Check every line below for the word "then" and copy each one that has it.
********
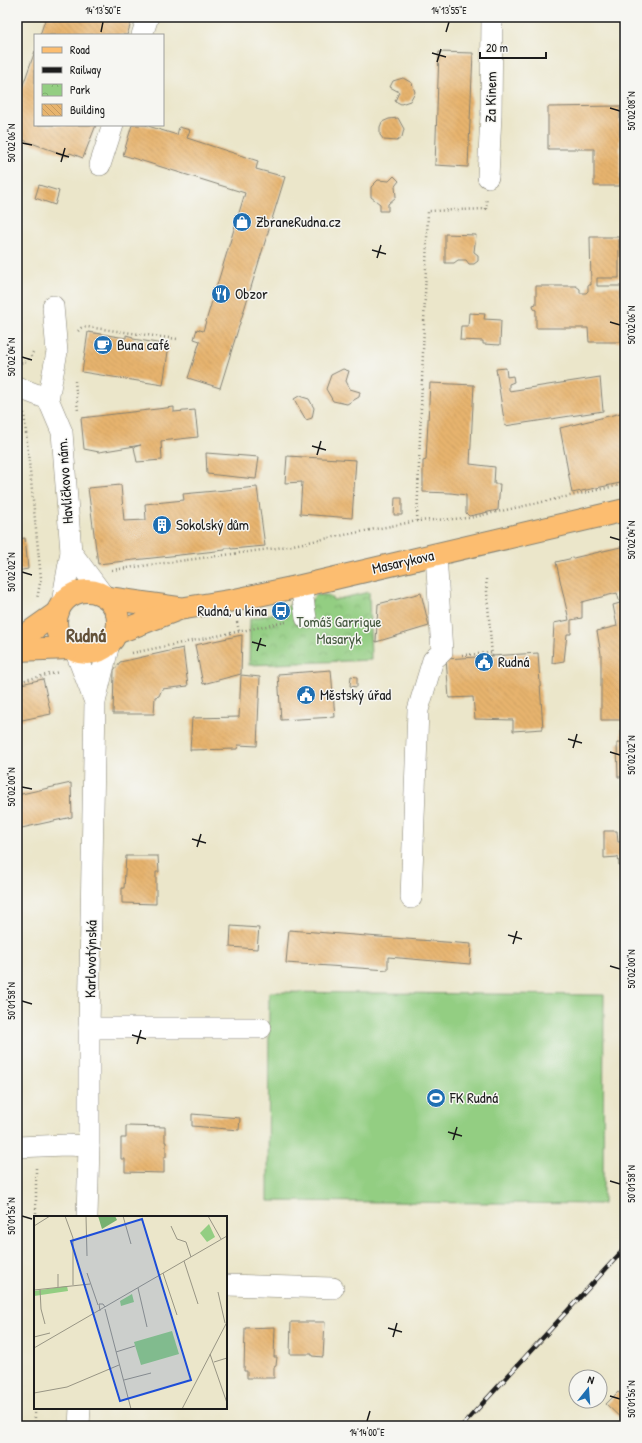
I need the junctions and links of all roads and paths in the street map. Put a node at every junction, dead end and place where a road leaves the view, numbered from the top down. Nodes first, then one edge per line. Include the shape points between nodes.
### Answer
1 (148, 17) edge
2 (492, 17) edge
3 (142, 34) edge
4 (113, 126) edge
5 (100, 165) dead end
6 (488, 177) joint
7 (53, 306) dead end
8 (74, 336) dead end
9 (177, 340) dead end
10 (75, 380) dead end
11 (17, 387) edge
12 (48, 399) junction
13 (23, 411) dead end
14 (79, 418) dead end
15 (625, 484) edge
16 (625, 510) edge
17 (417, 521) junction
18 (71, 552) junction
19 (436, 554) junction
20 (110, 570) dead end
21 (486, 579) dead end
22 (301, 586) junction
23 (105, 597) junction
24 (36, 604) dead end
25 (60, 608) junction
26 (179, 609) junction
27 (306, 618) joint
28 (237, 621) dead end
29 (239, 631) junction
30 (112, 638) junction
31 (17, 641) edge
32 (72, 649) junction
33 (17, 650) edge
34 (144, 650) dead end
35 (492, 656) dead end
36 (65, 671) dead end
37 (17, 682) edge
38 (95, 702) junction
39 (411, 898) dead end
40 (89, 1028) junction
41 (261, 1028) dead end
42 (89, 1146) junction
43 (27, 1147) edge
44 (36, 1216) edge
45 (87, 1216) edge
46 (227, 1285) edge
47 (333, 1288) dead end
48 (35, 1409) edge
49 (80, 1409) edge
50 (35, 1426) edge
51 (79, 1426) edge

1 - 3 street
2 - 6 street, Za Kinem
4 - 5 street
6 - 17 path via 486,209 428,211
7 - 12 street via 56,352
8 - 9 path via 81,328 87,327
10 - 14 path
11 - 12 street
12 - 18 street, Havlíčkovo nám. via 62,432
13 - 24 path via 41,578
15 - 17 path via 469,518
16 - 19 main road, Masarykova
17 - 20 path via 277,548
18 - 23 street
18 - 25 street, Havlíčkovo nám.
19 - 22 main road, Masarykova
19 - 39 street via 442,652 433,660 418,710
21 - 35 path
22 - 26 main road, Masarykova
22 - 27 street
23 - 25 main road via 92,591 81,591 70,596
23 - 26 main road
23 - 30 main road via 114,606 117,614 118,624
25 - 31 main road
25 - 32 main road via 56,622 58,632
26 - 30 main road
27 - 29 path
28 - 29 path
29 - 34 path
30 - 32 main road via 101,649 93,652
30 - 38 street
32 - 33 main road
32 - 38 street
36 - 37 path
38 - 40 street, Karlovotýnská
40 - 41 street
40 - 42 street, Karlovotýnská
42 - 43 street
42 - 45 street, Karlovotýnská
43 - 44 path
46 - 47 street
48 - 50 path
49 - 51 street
********
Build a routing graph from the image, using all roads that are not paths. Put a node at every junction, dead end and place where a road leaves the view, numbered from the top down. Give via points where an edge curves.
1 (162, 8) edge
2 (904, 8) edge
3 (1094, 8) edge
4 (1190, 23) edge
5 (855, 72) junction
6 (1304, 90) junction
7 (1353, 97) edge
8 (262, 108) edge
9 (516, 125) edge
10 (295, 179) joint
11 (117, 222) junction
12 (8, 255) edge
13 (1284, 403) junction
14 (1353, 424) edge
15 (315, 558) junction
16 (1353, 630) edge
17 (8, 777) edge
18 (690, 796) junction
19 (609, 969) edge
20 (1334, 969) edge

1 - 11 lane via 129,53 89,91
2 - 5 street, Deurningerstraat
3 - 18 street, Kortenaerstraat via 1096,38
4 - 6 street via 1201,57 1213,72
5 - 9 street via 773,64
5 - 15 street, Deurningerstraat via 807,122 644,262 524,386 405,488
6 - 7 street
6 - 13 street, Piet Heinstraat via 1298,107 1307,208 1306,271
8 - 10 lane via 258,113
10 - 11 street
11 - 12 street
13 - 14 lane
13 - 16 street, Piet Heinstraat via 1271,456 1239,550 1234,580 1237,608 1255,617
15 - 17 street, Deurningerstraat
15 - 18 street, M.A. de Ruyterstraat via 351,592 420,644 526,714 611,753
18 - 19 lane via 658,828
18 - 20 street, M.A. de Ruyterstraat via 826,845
********
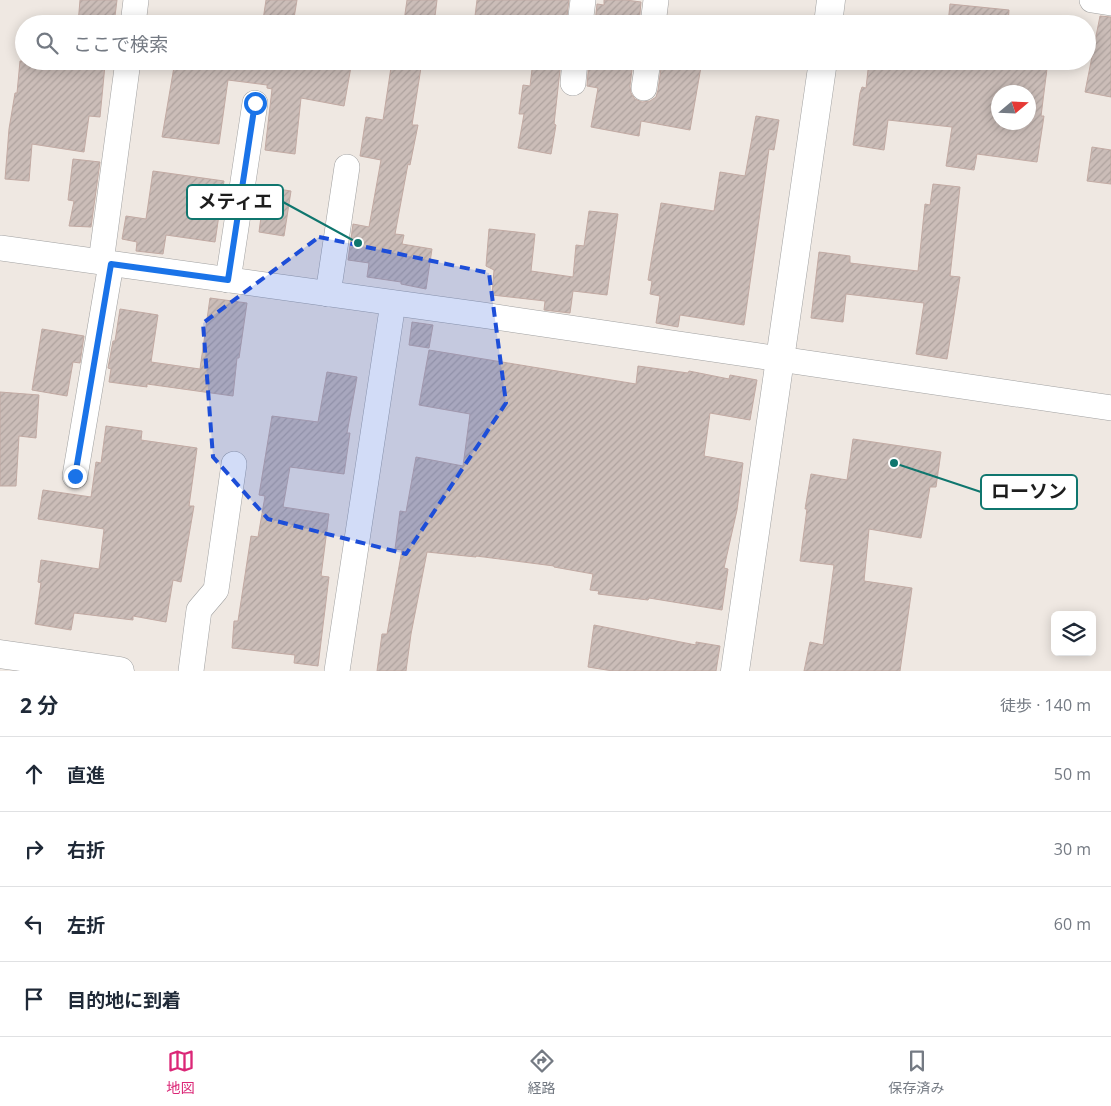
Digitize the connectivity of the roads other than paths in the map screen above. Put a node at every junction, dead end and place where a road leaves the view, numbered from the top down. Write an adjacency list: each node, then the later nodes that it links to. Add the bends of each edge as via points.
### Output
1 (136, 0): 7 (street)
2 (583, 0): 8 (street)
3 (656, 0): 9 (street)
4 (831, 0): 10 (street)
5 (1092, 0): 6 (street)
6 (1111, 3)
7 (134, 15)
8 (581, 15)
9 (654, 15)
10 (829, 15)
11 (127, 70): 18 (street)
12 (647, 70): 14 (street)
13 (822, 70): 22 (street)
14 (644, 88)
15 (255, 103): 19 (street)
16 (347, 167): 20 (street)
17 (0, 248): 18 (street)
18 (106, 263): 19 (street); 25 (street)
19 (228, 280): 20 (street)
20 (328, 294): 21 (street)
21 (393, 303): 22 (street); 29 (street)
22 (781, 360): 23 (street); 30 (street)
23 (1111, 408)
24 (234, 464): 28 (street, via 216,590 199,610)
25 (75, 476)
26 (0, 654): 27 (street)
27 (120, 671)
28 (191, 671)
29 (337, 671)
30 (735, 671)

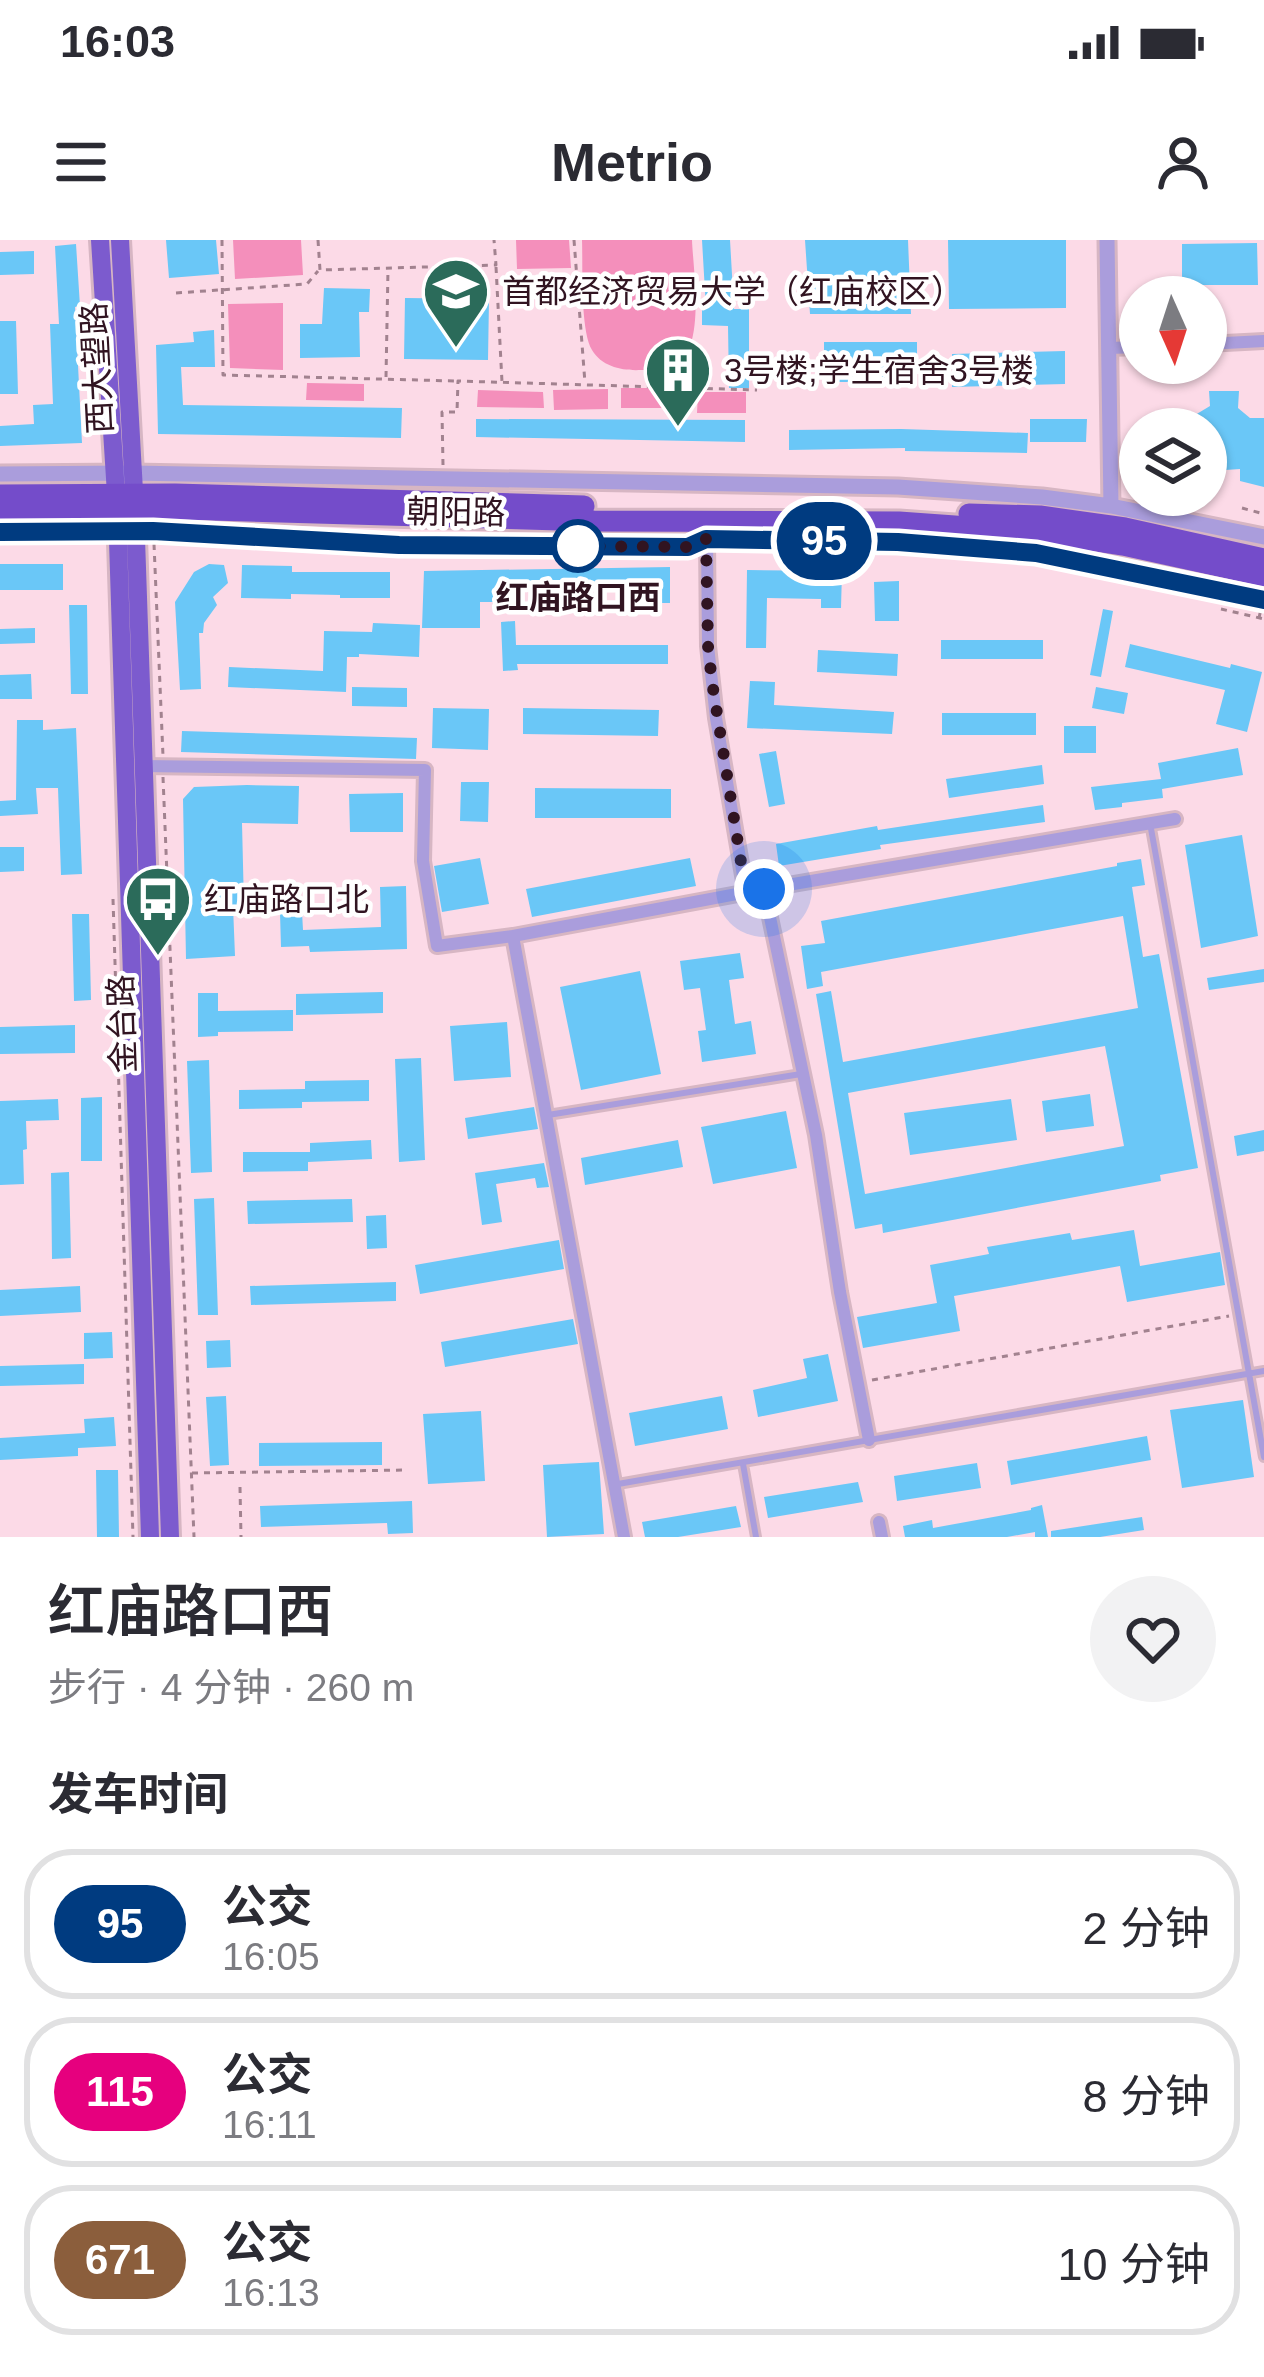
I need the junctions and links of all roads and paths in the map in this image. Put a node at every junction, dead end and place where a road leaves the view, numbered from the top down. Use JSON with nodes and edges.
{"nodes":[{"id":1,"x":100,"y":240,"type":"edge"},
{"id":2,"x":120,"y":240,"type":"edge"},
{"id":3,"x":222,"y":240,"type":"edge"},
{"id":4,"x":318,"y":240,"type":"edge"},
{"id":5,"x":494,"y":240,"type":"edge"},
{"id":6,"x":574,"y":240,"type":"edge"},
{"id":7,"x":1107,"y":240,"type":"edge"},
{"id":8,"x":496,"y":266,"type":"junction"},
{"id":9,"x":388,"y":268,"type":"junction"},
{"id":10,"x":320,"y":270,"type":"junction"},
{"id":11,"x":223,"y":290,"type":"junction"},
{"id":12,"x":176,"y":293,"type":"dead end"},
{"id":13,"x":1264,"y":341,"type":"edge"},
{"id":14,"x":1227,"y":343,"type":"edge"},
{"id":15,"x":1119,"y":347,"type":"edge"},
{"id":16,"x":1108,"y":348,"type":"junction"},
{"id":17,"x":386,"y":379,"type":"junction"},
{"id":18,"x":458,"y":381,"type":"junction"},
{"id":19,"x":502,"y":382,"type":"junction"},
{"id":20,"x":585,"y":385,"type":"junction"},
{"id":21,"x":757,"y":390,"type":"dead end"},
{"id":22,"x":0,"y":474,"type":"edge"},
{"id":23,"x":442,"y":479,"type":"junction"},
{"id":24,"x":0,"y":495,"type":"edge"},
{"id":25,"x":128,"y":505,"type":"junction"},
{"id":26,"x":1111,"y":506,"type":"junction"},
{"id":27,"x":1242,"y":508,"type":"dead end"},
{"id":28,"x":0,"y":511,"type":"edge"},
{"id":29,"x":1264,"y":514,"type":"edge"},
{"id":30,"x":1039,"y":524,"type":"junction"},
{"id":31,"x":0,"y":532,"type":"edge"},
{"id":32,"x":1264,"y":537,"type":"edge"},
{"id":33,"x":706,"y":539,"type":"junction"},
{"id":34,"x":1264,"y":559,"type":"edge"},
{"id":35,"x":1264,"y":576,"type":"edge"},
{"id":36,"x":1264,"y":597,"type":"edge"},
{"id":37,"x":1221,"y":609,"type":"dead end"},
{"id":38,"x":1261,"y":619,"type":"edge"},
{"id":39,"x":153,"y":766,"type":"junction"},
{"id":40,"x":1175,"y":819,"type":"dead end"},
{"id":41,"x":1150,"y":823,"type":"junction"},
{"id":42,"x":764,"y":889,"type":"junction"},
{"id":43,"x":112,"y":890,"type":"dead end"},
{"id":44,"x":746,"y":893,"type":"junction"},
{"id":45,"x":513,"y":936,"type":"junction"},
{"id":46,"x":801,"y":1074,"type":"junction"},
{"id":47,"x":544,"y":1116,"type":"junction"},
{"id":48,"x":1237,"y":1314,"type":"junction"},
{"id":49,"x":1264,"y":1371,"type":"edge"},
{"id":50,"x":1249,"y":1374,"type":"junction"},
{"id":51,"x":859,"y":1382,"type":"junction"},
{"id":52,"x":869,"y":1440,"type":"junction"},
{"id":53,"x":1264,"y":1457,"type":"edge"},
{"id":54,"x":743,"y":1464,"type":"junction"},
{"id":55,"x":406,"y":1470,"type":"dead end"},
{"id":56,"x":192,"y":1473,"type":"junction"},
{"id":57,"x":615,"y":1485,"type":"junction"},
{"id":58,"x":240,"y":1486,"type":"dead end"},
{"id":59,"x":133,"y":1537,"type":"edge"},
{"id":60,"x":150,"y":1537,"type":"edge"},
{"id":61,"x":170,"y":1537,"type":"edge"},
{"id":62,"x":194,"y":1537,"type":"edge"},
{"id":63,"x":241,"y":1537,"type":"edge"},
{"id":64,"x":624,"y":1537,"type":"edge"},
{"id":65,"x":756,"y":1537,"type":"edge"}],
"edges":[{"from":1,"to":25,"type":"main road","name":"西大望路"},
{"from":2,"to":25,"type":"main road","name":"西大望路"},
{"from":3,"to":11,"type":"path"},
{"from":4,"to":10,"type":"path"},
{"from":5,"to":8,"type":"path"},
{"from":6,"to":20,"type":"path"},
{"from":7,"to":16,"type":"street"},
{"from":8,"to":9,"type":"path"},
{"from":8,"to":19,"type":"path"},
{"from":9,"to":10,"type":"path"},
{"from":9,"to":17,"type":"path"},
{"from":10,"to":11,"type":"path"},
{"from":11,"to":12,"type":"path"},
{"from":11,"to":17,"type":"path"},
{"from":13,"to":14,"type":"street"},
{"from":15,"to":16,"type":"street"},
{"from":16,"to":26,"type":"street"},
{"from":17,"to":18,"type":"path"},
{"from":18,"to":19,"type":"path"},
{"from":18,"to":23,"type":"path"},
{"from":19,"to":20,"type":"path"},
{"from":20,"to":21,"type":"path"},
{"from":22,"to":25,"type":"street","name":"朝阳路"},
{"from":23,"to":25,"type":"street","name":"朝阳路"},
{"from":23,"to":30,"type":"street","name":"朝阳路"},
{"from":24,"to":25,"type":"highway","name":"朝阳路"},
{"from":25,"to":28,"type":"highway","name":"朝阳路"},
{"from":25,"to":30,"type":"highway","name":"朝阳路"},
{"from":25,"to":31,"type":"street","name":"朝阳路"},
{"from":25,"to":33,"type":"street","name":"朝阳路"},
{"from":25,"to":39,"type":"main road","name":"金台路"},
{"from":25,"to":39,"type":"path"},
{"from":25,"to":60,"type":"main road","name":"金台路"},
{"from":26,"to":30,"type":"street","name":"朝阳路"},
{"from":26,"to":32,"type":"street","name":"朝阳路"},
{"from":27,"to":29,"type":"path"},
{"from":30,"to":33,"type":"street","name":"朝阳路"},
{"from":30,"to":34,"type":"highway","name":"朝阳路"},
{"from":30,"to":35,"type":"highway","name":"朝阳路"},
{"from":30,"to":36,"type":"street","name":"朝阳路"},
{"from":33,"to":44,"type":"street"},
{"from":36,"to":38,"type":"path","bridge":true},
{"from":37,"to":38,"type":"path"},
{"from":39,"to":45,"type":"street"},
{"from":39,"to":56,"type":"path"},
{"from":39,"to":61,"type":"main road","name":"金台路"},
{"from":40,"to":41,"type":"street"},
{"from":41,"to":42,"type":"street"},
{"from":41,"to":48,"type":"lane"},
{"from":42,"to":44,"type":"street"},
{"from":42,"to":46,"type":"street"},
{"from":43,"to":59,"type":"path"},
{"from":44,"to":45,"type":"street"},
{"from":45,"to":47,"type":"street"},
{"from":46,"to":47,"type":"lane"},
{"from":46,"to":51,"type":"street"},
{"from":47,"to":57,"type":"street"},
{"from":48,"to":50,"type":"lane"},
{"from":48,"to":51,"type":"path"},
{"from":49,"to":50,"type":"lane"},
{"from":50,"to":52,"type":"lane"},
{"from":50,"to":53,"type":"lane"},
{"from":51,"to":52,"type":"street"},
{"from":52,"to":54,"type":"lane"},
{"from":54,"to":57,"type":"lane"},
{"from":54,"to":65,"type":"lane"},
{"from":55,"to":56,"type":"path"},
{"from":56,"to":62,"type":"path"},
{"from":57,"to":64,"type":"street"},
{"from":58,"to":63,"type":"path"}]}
********
_Response_
I need the junctions and links of all roads and paths in the street map. Put a node at every junction, dead end and place where a road leaves the view, numbered from the top down. Nodes first, then one edge per line. Include the shape points between nodes.
Digitize the connectivity of the roads other than paths in the map screen above. Put a node at every junction, dead end and place where a road leaves the view, numbered from the top down. Write an adjacency list: each node, then the later nodes that it links to. Add the bends of each edge as via points.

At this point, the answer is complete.